Sep
10
Lodestar, from Larry Williams
September 10, 2018 |
The word 'lodestar' was an early hint, and seemed to indicate Vice President Mike Pence, who has since claimed his innocence. Some now think this could be either the work of a speechwriter or something meant to misdirect any possible investigation.
Pence is not the only administration member who uses the word 'lodestar,' either.
As Cillian Zeal, a fellow writer at Conservative Tribune, found, sitting director of the National Economic Council Larry Kudlow once penned an article called 'Look to the Lodestars.'
This puts Kudlow as the prime suspect for many. As of the writing of this article, he has not denied the claims. With the few clues we do have, Kudlow seems to fit the bill.
George Zachar writes:
Kudlow is a New York/Wall Street guy. The op-ed writer patted himself on the back for being a part of Washington's 'steady state,' as opposed to its 'deep state.' I doubt it was Kudlow.
To me, what's significant is that the times happily validated the deplorables' contention of a willful, obstructionist GOP deep state, working against its base.
Peter Ringel writes:
My first thought after this article came out was the following:
If I want to poison the relations and working climate of your group - I will tell you that I placed a spy in your midst. Then it does not matter if I really have a spy or not.
Also the next election seems near and the wave of banning of "multipliers" from twitter and other social media happened simultaneous.
Andy Aiken writes:
My first thought was that the editorial was written by a NYT staff writer, making do with scraps that didn't make the final edit of Woodward's book.
What evidence has the NYT provided that their claim has more veracity than that of other opinion journals?
Let me know when they give the Pulitzer back for Walter Duranty's reportage that the purges, show trials, and famines in Stalin's USSR are fairy tales manufactured by fearful plutocrats.
Stefan Jovanovich writes:
Thx to the list, I have become fascinated with the facts of how information has actually been shared by people so they could try to answer the political economic questions that troubled/fascinated them. It has been a wonderfully encouraging study. I find, for example, that the effectiveness of the hub-spoke model for the transfer of political economic information is almost entirely an academic myth. Under that model the New York Times (and, as T. S. Eliot reminds us, once upon a time the Boston Evening Transcript) is the hub; and we the voters and Congress and (when he was a properly educated lawyer) the President were the spokes. If only. AA is right about Walter Duranty; his lies were truly awful. But, I think we can all take heart from realizing that they never persuading anyone in Congress to change their vote. You can study the budgets of the Roosevelt Administration in great detail and not find a single appropriation that sent a nickel to the Soviet Union before December 11, 1941 (the date Germany declared war on the United States).
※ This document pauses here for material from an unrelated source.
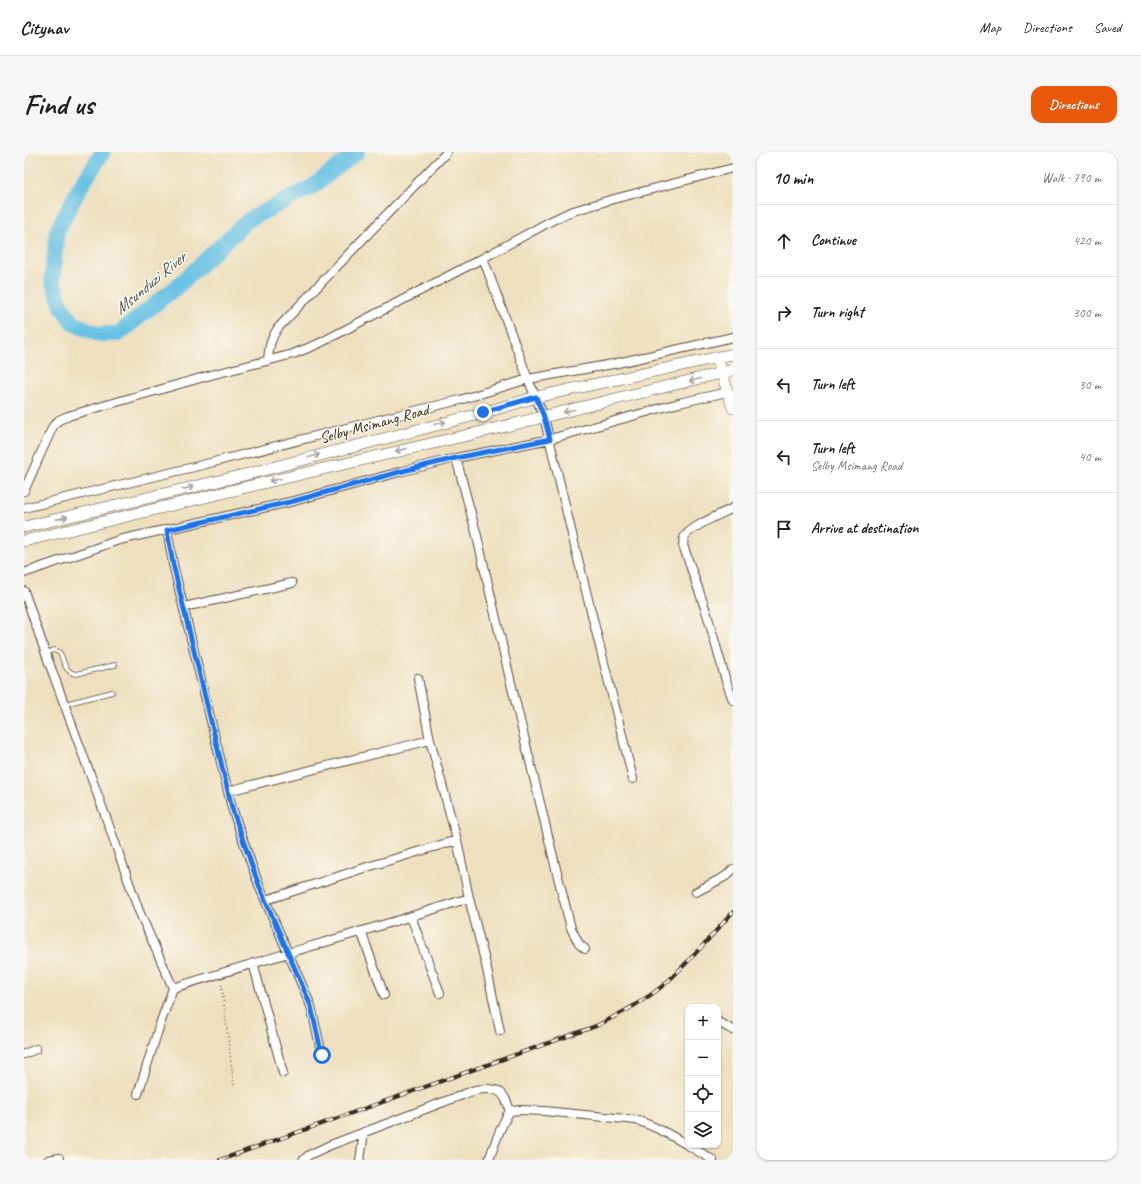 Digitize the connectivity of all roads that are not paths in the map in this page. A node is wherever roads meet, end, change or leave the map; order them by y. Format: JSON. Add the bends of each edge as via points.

The present nonsense from the "name" bureaucrats (fascinating how many of them are - like Joe Crowley - aging good Catholic boys with Irish ancestry) is yet another retelling of the same hub-spoke story. If you want to believe that paid-for published political opinions greatly matter - like televised speeches about "Black Lives", it is a comforting fairy tale; but it has very little relation of electoral reality.
Ms. Ocasio-Cortez won her 4,138 vote margin over Joe Crowley because Thomas Manton's Queens Democrats got out of the business of winning elections once the last faint whispers of the Republican Party on Long Island died away. Her "Socialism" mattered not as a question of policy but as an indication of how effective the Sanders campaign had been in creating its own lists of precinct captains.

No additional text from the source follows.